Proactive, Personalized Traveler Information
The iTravel subscription-based, customized Personalized Traveler System is targeted at daily commuters, who proactively receive messages about real-time incidents, special events, or construction via telephone, e-mail, fax, or pager. A subscriber to the system provides a traveler profile, specifying the times of travel, the preferred route(s) and mode(s), payment options, and the way the information should be delivered. The traveler is contacted if his or her preferred travel route(s) is impacted prior to or during the specified travel times. The information is provided proactively, so the traveler does not need to remember to seek it out.
Each of the four ITS metropolitan model deployment sites has addressed the challenges of developing an integrated, multimodal intelligent transportation infrastructure in different ways, but all are focused on the common vision of providing more efficient transportation systems and better traveler information.

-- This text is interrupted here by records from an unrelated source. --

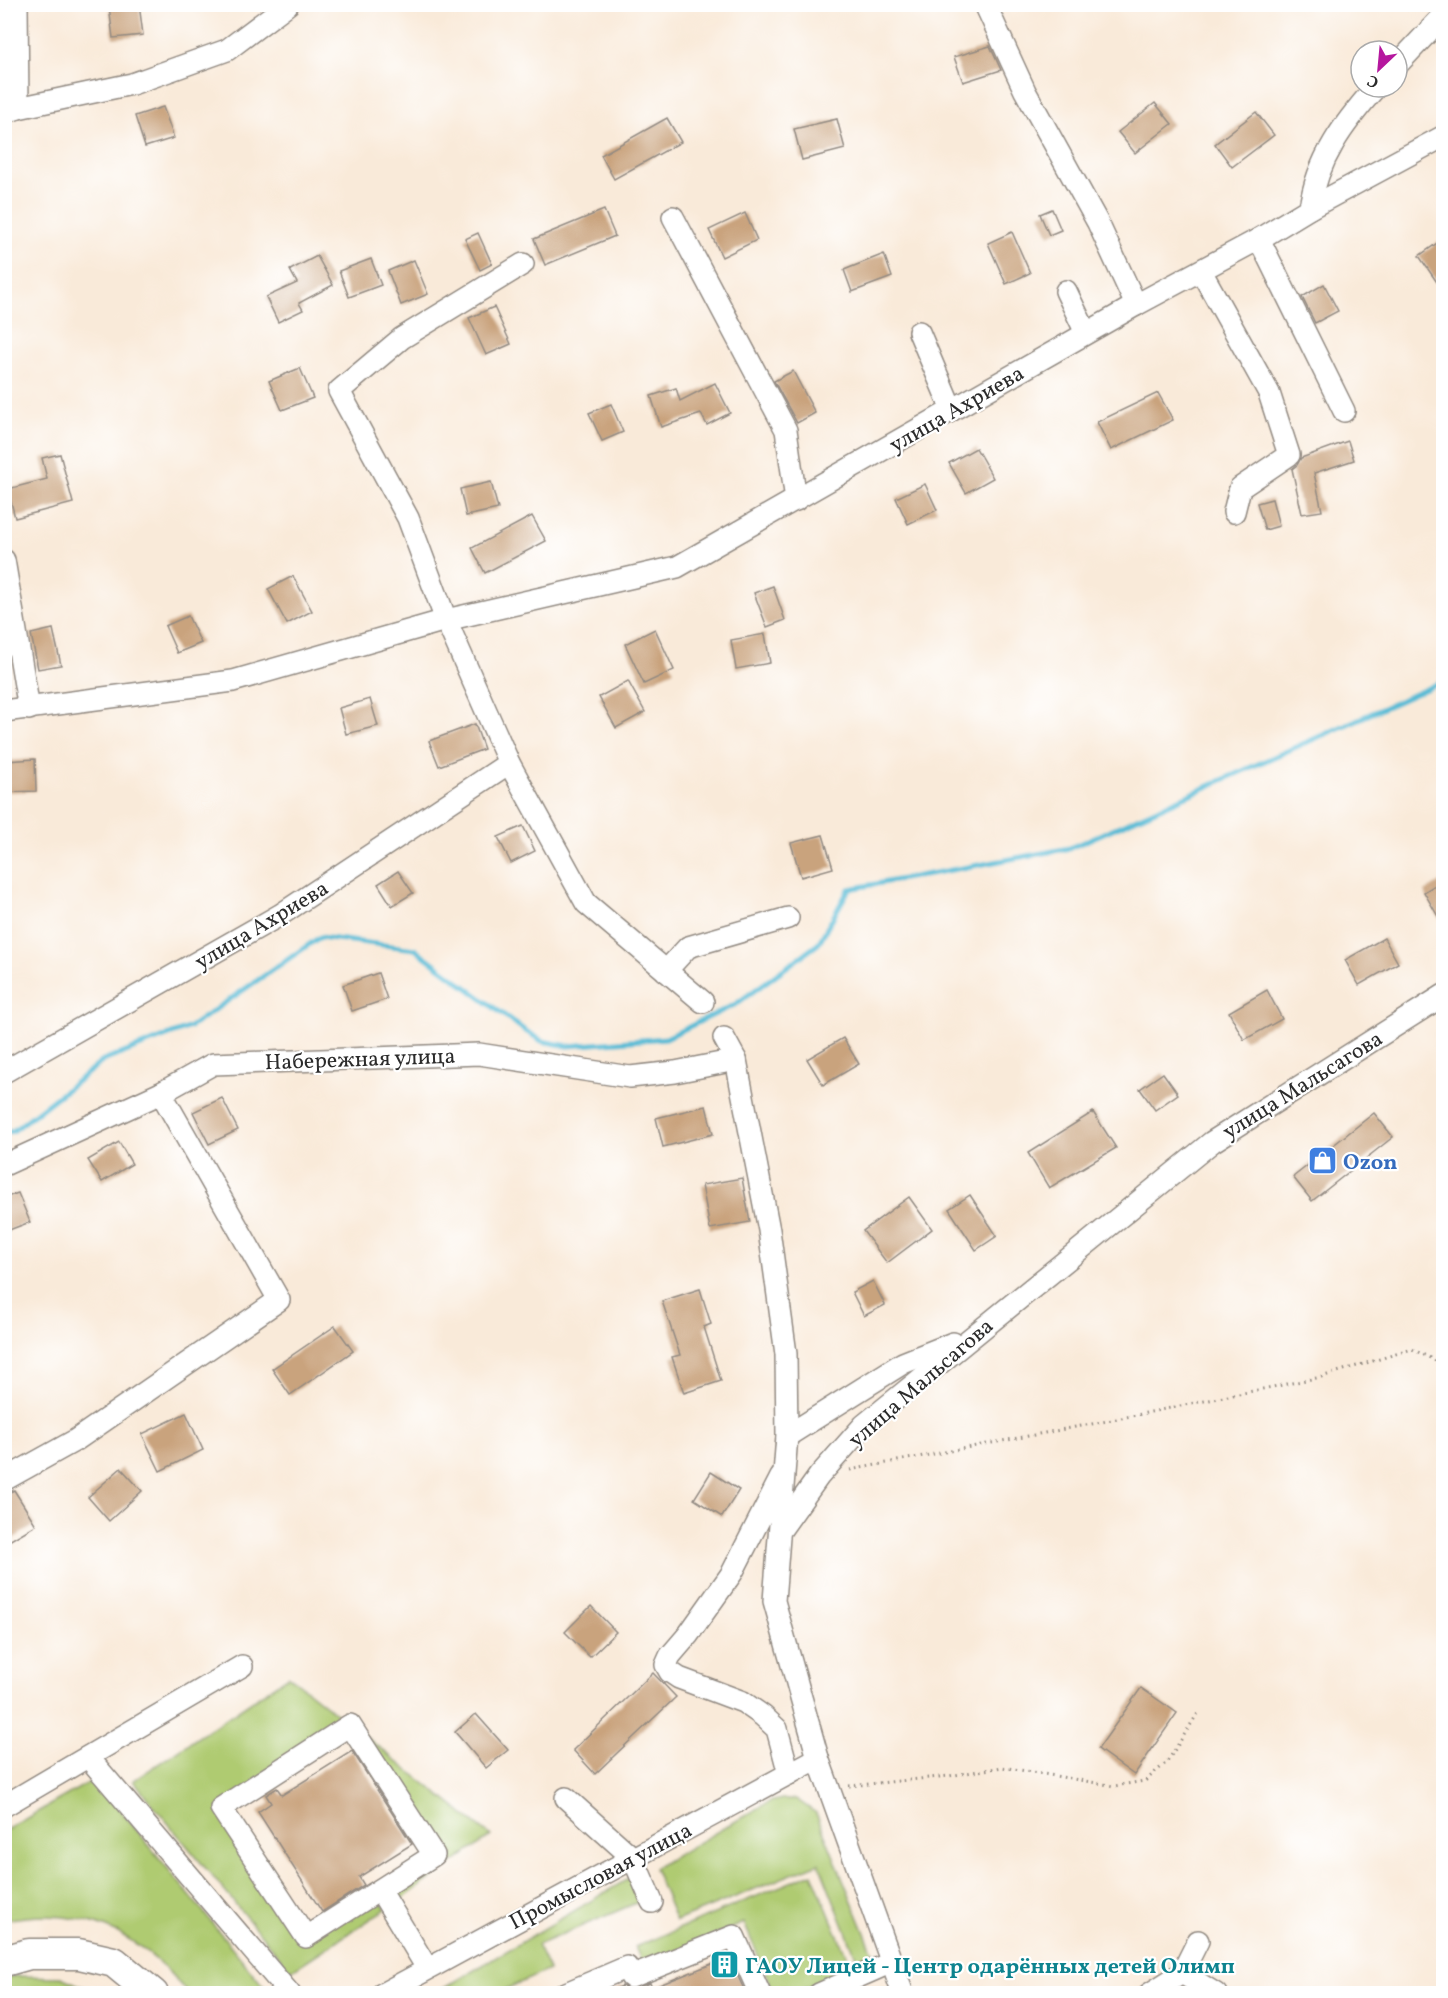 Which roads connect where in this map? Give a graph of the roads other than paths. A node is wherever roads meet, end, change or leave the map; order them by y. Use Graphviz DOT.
graph roads {
  1 [pos="17,4"];
  2 [pos="288,4"];
  3 [pos="986,4"];
  4 [pos="1443,15"];
  5 [pos="1409,52"];
  6 [pos="1366,99"];
  7 [pos="11,110"];
  8 [pos="1443,136"];
  9 [pos="1310,208"];
  10 [pos="673,217"];
  11 [pos="1259,239"];
  12 [pos="523,264"];
  13 [pos="1201,271"];
  14 [pos="1066,291"];
  15 [pos="1136,305"];
  16 [pos="919,332"];
  17 [pos="1086,333"];
  18 [pos="952,410"];
  19 [pos="1344,411"];
  20 [pos="796,500"];
  21 [pos="1234,512"];
  22 [pos="4,560"];
  23 [pos="446,620"];
  24 [pos="29,709"];
  25 [pos="4,711"];
  26 [pos="509,763"];
  27 [pos="788,918"];
  28 [pos="666,971"];
  29 [pos="1443,995"];
  30 [pos="703,1002"];
  31 [pos="724,1038"];
  32 [pos="736,1060"];
  33 [pos="4,1072"];
  34 [pos="161,1092"];
  35 [pos="4,1165"];
  36 [pos="973,1335"];
  37 [pos="788,1436"];
  38 [pos="785,1471"];
  39 [pos="4,1480"];
  40 [pos="781,1529"];
  41 [pos="242,1666"];
  42 [pos="88,1757"];
  43 [pos="818,1758"];
  44 [pos="789,1774"];
  45 [pos="566,1798"];
  46 [pos="4,1806"];
  47 [pos="633,1857"];
  48 [pos="380,1890"];
  49 [pos="652,1902"];
  50 [pos="1198,1941"];
  51 [pos="4,1961"];
  52 [pos="892,1962"];
  53 [pos="427,1968"];
  54 [pos="1182,1973"];
  55 [pos="153,1994"];
  56 [pos="290,1994"];
  57 [pos="382,1994"];
  58 [pos="564,1994"];
  59 [pos="760,1994"];
  60 [pos="819,1994"];
  61 [pos="903,1994"];
  62 [pos="1149,1994"];
  63 [pos="1216,1994"];
  1 -- 7 [label="street"];
  2 -- 7 [label="street"];
  3 -- 15 [label="street"];
  4 -- 5 [label="street"];
  6 -- 9 [label="street"];
  8 -- 9 [label="street, улица Ахриева"];
  9 -- 11 [label="street, улица Ахриева"];
  10 -- 20 [label="street"];
  11 -- 13 [label="street, улица Ахриева"];
  11 -- 19 [label="street"];
  12 -- 23 [label="street"];
  13 -- 15 [label="street, улица Ахриева"];
  13 -- 21 [label="street"];
  14 -- 17 [label="street"];
  15 -- 17 [label="street, улица Ахриева"];
  16 -- 18 [label="street"];
  17 -- 18 [label="street, улица Ахриева"];
  18 -- 20 [label="street, улица Ахриева"];
  20 -- 23 [label="street, улица Ахриева"];
  22 -- 24 [label="street"];
  23 -- 24 [label="street, улица Ахриева"];
  23 -- 26 [label="street"];
  24 -- 25 [label="street, улица Ахриева"];
  26 -- 28 [label="street"];
  26 -- 33 [label="street, улица Ахриева"];
  27 -- 28 [label="street"];
  28 -- 30 [label="street"];
  29 -- 36 [label="street, улица Мальсагова"];
  31 -- 32 [label="street"];
  32 -- 34 [label="street, Набережная улица"];
  32 -- 37 [label="street"];
  34 -- 35 [label="street, Набережная улица"];
  34 -- 39 [label="street"];
  36 -- 37 [label="street"];
  36 -- 40 [label="street, улица Мальсагова"];
  37 -- 38 [label="street"];
  38 -- 40 [label="street"];
  38 -- 44 [label="street"];
  40 -- 43 [label="street"];
  41 -- 42 [label="street"];
  42 -- 46 [label="street"];
  42 -- 56 [label="street"];
  43 -- 44 [label="street, Промысловая улица"];
  43 -- 52 [label="street"];
  44 -- 47 [label="street, Промысловая улица"];
  45 -- 47 [label="street"];
  47 -- 49 [label="street"];
  47 -- 53 [label="street, Промысловая улица"];
  48 -- 48 [label="street"];
  48 -- 53 [label="street"];
  50 -- 54 [label="street"];
  51 -- 55 [label="highway"];
  52 -- 60 [label="street"];
  52 -- 61 [label="street"];
  53 -- 57 [label="street, Промысловая улица"];
  54 -- 62 [label="street"];
  54 -- 63 [label="street"];
  58 -- 59 [label="street"];
}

This means that both travelers and operators can make smarter choices and better decisions about how to use and manage our transportation systems.
Toni Wilbur is a program delivery team leader for FHWA's Office of Traffic Management and ITS Applications. She is responsible for providing policy guidance and technical assistance to facilitate ITS deployment. She is also the co-leader of the multiagency team that is responsible for the management of the metropolitan ITS Model Deployment Initiative. Wilbur began her career in the FHWA Office of Research and Development and has worked in the ITS program since its inception. She has a bachelor's degree in mathematics from Wake Forest University and a master's degree in computer science from American University.